Selby argues that for dont or wont (or arent or isnt) punctuation is unnecessary because they are perfectly understandable without (so why include them?). However, a mark is needed for the likes of I/ll or he/ll because, without them, they become different words with different meanings. (I/ll becomes Ill, he/ll becomes hell.) As for why slashes and not apostrophes, it’s for practical reasons, economy. A slash could be delivered with a single keystroke of his typewriter4, whereas an apostrophe required holding shift with one hand to raise the hefty carriage and then striking the number 8 with the other, and when the words were flowing, this action would only slow his rhythm.
Rhythm really is the keystone of Selby’s prose; It also explains his inventive use of indents, spacing between paragraphs and lack of dialogue attribution. Although he read and was influenced by the likes of Joyce and Melville, Selby was keen to cite Beethoven as his main inspiration in how he approached writing and how he built his own ruleset.
His work is beautifully inevitable, yet never predictable, no matter how many times you hear it.
Alike a musical score, fiction is predominantly5 linear. We proceed from page one line one onwards. However, music prescribes pacing with time signatures and Beats Per Minute. Notes have additional meaning, also. There is a note's pitch (where it appears on the five-lined stave) but also its length: whole note, half-note, quarter-note and so on. To achieve a similar effect in his writing, Selby’s solution was to vary the spacing between paragraphs and even words within sentences. Assuming you read at a steady clip, longer breaks are employed when Selby wants the previous sentiment to linger, while shorter ones are to get you trucking onto the next line.

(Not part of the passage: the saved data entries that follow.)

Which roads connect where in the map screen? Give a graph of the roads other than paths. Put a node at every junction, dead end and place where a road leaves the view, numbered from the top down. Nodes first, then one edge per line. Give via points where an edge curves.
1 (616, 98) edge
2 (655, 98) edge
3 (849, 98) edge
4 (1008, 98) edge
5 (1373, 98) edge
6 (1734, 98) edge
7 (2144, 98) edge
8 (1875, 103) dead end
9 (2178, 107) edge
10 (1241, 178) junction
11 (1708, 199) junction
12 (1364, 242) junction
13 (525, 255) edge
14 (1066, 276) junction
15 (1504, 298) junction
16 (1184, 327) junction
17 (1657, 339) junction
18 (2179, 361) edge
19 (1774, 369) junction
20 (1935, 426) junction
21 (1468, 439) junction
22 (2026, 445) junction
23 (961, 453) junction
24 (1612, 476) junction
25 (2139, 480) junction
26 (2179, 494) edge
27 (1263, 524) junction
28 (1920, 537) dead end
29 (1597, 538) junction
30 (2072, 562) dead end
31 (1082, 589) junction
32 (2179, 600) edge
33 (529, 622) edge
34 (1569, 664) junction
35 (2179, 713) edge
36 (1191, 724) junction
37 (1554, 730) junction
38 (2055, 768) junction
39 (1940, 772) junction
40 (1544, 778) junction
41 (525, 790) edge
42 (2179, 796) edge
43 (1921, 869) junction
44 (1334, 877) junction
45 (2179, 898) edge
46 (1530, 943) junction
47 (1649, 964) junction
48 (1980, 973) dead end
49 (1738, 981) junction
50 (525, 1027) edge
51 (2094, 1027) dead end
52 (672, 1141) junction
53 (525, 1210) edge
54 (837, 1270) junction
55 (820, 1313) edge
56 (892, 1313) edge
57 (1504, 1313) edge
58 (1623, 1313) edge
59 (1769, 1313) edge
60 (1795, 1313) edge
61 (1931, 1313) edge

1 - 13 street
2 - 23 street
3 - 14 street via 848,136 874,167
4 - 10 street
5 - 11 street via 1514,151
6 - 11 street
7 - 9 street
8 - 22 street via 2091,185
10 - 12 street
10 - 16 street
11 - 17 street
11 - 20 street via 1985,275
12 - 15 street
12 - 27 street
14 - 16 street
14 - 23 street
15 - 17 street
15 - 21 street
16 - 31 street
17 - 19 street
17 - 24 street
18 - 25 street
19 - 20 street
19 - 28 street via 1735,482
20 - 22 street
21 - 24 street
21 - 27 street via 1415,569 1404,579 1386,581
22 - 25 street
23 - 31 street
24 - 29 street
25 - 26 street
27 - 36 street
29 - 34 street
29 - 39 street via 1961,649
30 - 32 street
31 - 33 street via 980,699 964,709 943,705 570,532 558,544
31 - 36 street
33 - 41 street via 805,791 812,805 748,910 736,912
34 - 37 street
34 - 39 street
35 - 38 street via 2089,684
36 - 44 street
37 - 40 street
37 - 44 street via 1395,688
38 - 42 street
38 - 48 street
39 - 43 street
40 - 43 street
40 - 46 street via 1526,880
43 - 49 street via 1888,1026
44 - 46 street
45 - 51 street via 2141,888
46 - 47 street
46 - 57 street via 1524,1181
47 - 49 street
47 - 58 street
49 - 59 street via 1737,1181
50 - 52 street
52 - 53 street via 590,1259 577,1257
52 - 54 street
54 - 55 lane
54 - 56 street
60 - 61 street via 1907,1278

Rhythm also factors into his dialogue. Selby would assign unique speech patterns (and pronunciation) to each character. For instance, some speak in short staccato sentences and might drop the g from words like foolin or breakin, while others are articulate, enunciate every letter and even alliterate.
He would apply further “eye dialect” tricks, such as spelling words different ways to convey accents. Selby was also a frequent user of full caps, for he does not write, '—shouted Harry', Harry simply SHOUTS, and also of Joycean portmanteaus like sonofabitch or screwem, which, when you think about it, seems the more sensible spelling for how they roll off the tongue in a single unbroken glissando. It's with these distinctions that Selby charts the change of speaker.
Selby’s syntactical decisions were not only sound but married perfectly with what he elected to write.
‘Harry’ crops up a bunch in Selby’s work. In Last Exit to Brooklyn it’s Harry Black, in The Demon Harry White, in Requiem for a Dream Harry Goldfarb, in Fear X Harry Caine.
Wonderful foreshadowing.
If you happened to open Last Exit to Brooklyn, near the end, you may find those text walls bricked up in full-caps.
A portable Remington.
I say predominantly because books like Nabokov’s Pale Fire, or ones containing footnotes encourage disrupting that innate linearity.